We all know that FIT stands for Fashion Institute of Technology but we often forget what “Technology” meant when our institution was founded. In honor, of Legacy Week and FIT’s 70th Anniversary let’s take a moment to reflect on the technology of 1944 and how far we’ve come.
After WWII ended production of televisions resumed and the RCA 630TS sometimes called the Model-T of televisions was the first mass-produced television and most popular postwar model. The screen was 10 inches (about the size of the first iPad) but not at all portable the Television weighted over 80 pounds. The entire television set was 15” high x 26” wide x 19” deep and carried an initial price tag of $435 (minimum wage was $0.30 an hour).
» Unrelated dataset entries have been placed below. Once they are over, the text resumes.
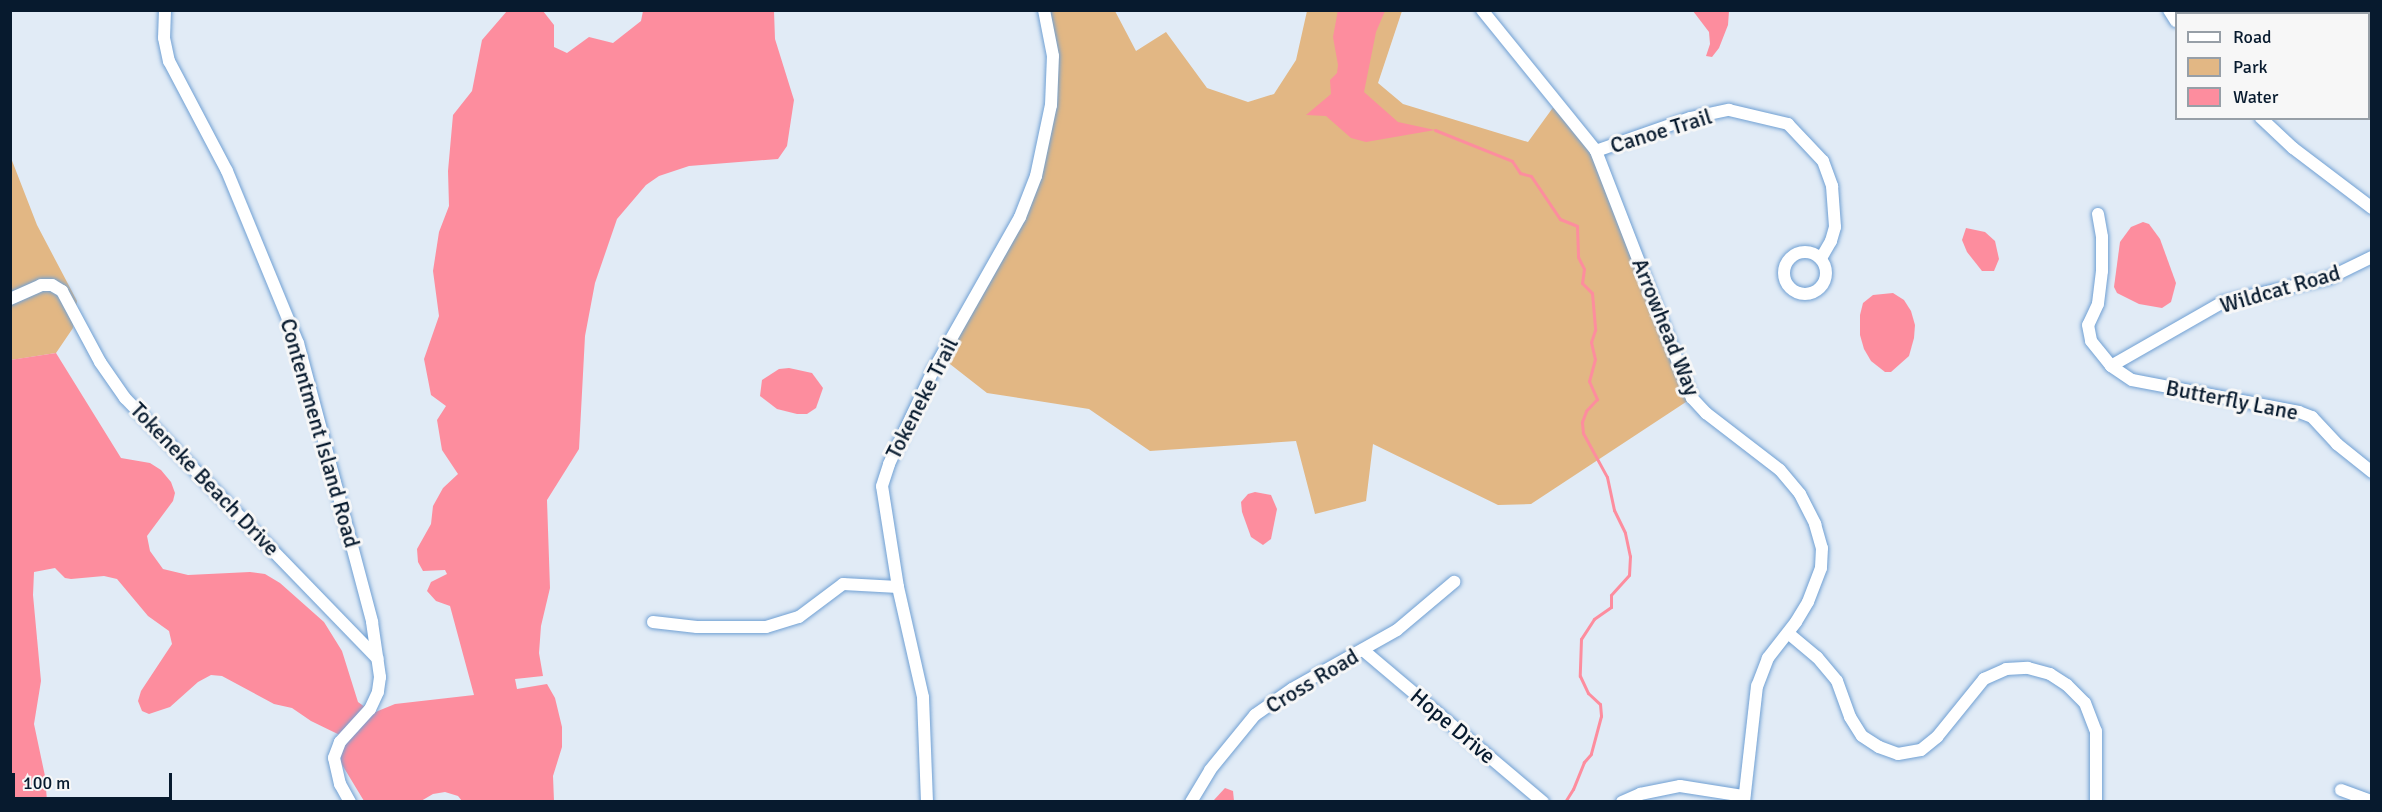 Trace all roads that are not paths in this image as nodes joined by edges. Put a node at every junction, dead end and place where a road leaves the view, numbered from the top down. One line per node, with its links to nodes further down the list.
1 (165, 10): 18 (street, Contentment Island Road)
2 (1044, 10): 14 (street, Tokeneke Trail)
3 (1482, 10): 5 (street, Arrowhead Way)
4 (2263, 120): 6 (street)
5 (1596, 151): 8 (street, Canoe Trail); 16 (street, Arrowhead Way)
6 (2372, 208)
7 (2098, 214): 11 (street)
8 (1821, 258)
9 (2372, 258): 11 (street, Wildcat Road)
10 (10, 299): 18 (street, Tokeneke Beach Drive)
11 (2110, 366): 12 (street, Butterfly Lane)
12 (2372, 472)
13 (1454, 582): 17 (street, Cross Road)
14 (898, 587): 15 (street); 22 (street, Tokeneke Trail)
15 (653, 622)
16 (1788, 633): 20 (street, Arrowhead Way); 26 (street)
17 (1364, 650): 23 (street, Cross Road); 24 (street, Hope Drive)
18 (378, 659): 21 (street, Contentment Island Road)
19 (2342, 790): 27 (street)
20 (1744, 799): 25 (street)
21 (350, 801)
22 (927, 801)
23 (1191, 801)
24 (1543, 801)
25 (1622, 801)
26 (2096, 801)
27 (2372, 801)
The first programmable electronic digital computer was operational in 1944, it was designed to help with code breaking during World War II. However, the world would not find out about the super secret computer, dubbed Colossus because it took up an entire room, until the 1970’s.
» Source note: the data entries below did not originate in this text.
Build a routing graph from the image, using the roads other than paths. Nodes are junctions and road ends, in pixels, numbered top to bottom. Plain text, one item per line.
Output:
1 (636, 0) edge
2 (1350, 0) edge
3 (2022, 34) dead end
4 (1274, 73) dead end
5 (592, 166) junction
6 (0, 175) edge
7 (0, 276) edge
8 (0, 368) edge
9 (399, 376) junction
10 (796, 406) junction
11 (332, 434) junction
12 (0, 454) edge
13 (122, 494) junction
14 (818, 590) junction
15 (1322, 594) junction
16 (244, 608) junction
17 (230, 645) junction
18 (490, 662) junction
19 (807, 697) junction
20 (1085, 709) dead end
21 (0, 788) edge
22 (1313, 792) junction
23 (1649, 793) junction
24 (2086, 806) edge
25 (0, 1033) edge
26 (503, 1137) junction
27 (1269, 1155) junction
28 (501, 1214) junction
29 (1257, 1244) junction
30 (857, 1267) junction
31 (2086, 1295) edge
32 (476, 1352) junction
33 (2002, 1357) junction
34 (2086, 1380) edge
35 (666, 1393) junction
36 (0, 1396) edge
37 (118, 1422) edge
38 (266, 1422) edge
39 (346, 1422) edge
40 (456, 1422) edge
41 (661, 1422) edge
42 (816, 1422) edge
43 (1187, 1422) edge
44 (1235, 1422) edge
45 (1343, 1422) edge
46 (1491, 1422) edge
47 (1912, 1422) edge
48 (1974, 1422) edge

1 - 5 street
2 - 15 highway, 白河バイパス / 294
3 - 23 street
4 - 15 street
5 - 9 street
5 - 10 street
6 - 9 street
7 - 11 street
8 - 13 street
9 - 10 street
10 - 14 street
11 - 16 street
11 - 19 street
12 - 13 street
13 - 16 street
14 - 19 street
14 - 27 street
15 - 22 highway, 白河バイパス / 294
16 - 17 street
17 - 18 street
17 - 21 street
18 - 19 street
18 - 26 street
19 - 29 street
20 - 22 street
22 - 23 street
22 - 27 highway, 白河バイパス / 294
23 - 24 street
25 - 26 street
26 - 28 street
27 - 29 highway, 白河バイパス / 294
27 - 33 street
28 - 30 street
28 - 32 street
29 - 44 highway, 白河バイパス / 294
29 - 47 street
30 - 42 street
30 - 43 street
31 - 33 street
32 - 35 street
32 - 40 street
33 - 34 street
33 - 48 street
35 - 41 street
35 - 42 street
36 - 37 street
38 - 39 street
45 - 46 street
Telephones were rotary phones and only had numbers 0-9, # and * weren’t added to telephones until 1968. Additionally, private lines were not common most people had party lines; where multiple households shared the same line – eavesdropping was not uncommon.
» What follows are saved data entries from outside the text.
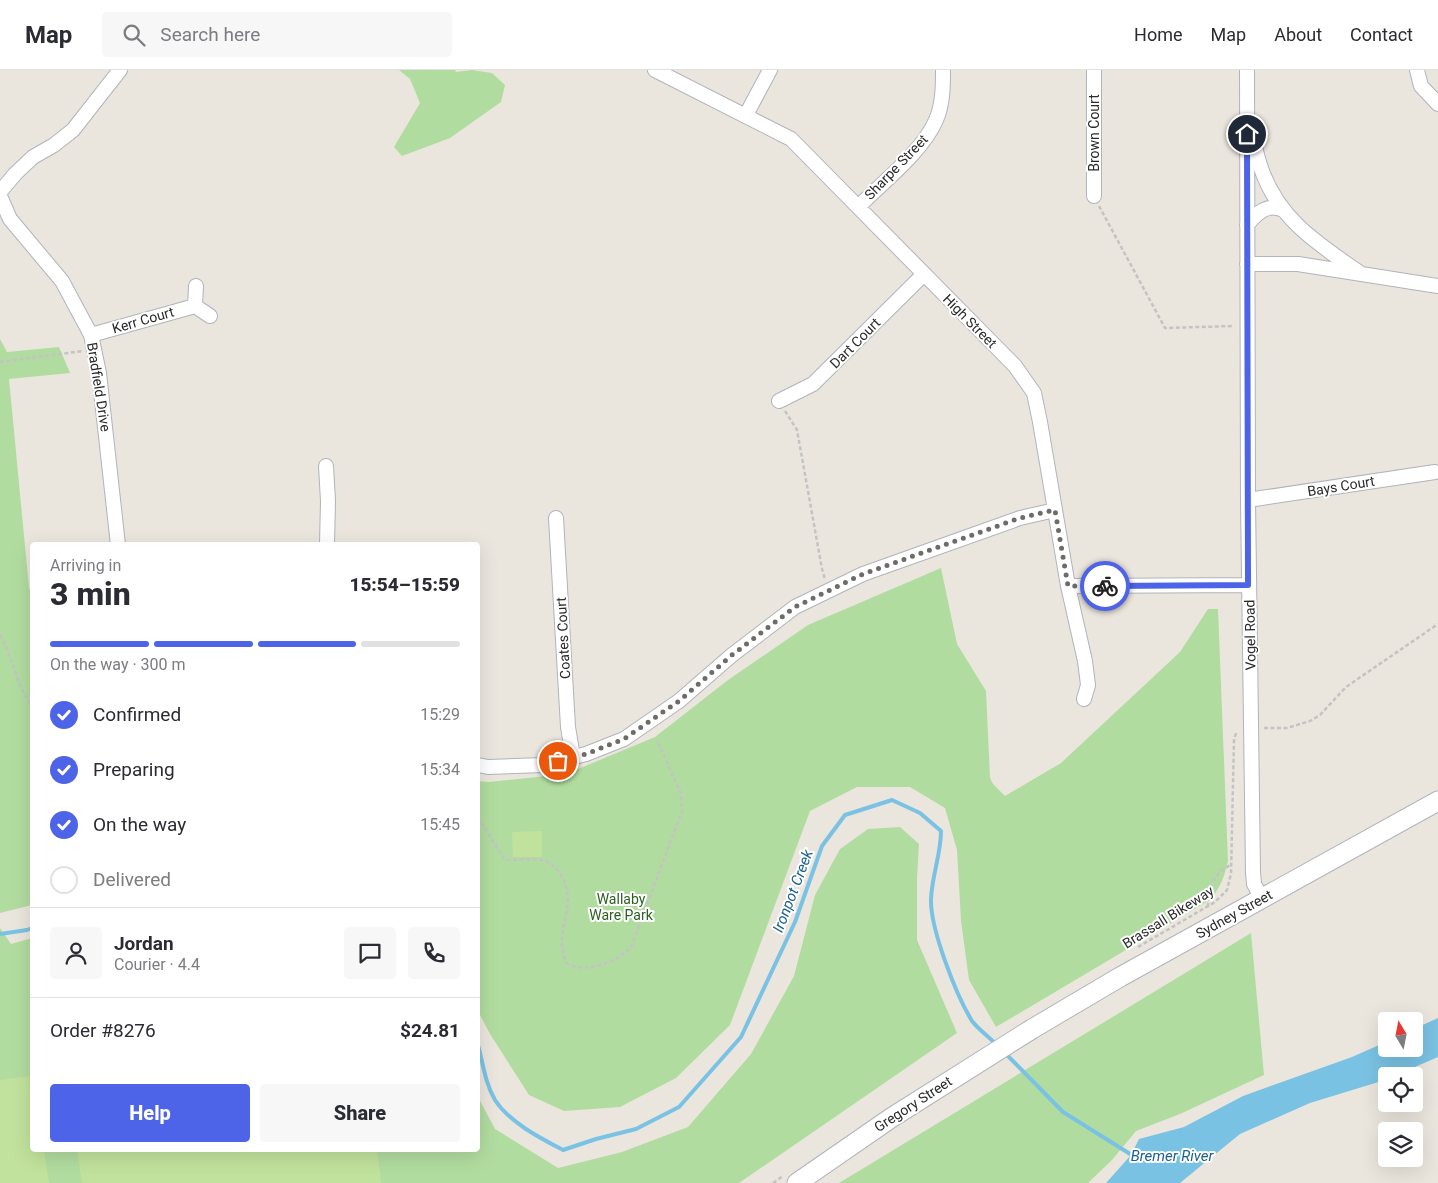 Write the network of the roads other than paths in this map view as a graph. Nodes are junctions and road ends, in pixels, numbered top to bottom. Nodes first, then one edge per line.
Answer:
1 (120, 70) edge
2 (655, 70) edge
3 (770, 70) edge
4 (943, 70) edge
5 (1094, 70) edge
6 (1247, 70) edge
7 (1417, 70) edge
8 (1438, 104) edge
9 (746, 115) junction
10 (1247, 116) junction
11 (0, 194) edge
12 (1094, 196) road end
13 (859, 206) junction
14 (1283, 210) junction
15 (1247, 225) junction
16 (1308, 237) junction
17 (1247, 264) junction
18 (1298, 264) junction
19 (1360, 273) junction
20 (924, 274) junction
21 (196, 286) dead end
22 (1438, 286) edge
23 (195, 306) junction
24 (210, 316) dead end
25 (91, 335) junction
26 (779, 401) road end
27 (326, 466) dead end
28 (1435, 472) dead end
29 (1248, 500) junction
30 (1055, 510) junction
31 (556, 518) dead end
32 (118, 542) edge
33 (327, 542) edge
34 (1248, 585) junction
35 (1068, 586) junction
36 (1084, 699) dead end
37 (573, 757) junction
38 (480, 765) edge
39 (1438, 801) edge
40 (1262, 899) junction
41 (1032, 1029) joint
42 (797, 1183) edge

1 - 11 street
2 - 9 street, High Street
3 - 9 street
4 - 13 street, Sharpe Street
5 - 12 street, Brown Court
6 - 10 street, Vogel Road
7 - 8 street
9 - 13 street, High Street
10 - 14 street
10 - 15 street, Vogel Road
11 - 25 street, Bradfield Drive
13 - 20 street, High Street
14 - 15 street
14 - 16 street
15 - 17 street, Vogel Road
16 - 18 street
16 - 19 street
17 - 18 street
17 - 29 street, Vogel Road
18 - 19 street
19 - 22 street
20 - 26 street, Dart Court
20 - 30 street, High Street
21 - 23 street
23 - 24 street
23 - 25 street, Kerr Court
25 - 32 street, Bradfield Drive
27 - 33 street
28 - 29 street, Bays Court
29 - 34 street, Vogel Road
30 - 35 street, High Street
30 - 37 street
31 - 37 street, Coates Court
34 - 35 street
34 - 40 street, Vogel Road
35 - 36 street, High Street
37 - 38 street
39 - 40 main road, Sydney Street
40 - 41 main road, Sydney Street
41 - 42 main road, Gregory Street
The internet was science fiction in 1944. If you wanted to do research for your paper you’d have to go to the library, use the card catalog and read through various books. Really makes you appreciate how much easier it is now?
Fashion Institute of Technology
In 1944, FIT was located on the top two floors of the High School of Needles Trade (now called the High School of Fashion Industries). FIT didn’t move to 27th street until 1959.
1944 Penn Station looked like an entirely different place. The Great Gate room had chandeliers, giant suspended clocks and glass ceilings.
A 1944 Time Square had fewer billboards and lights.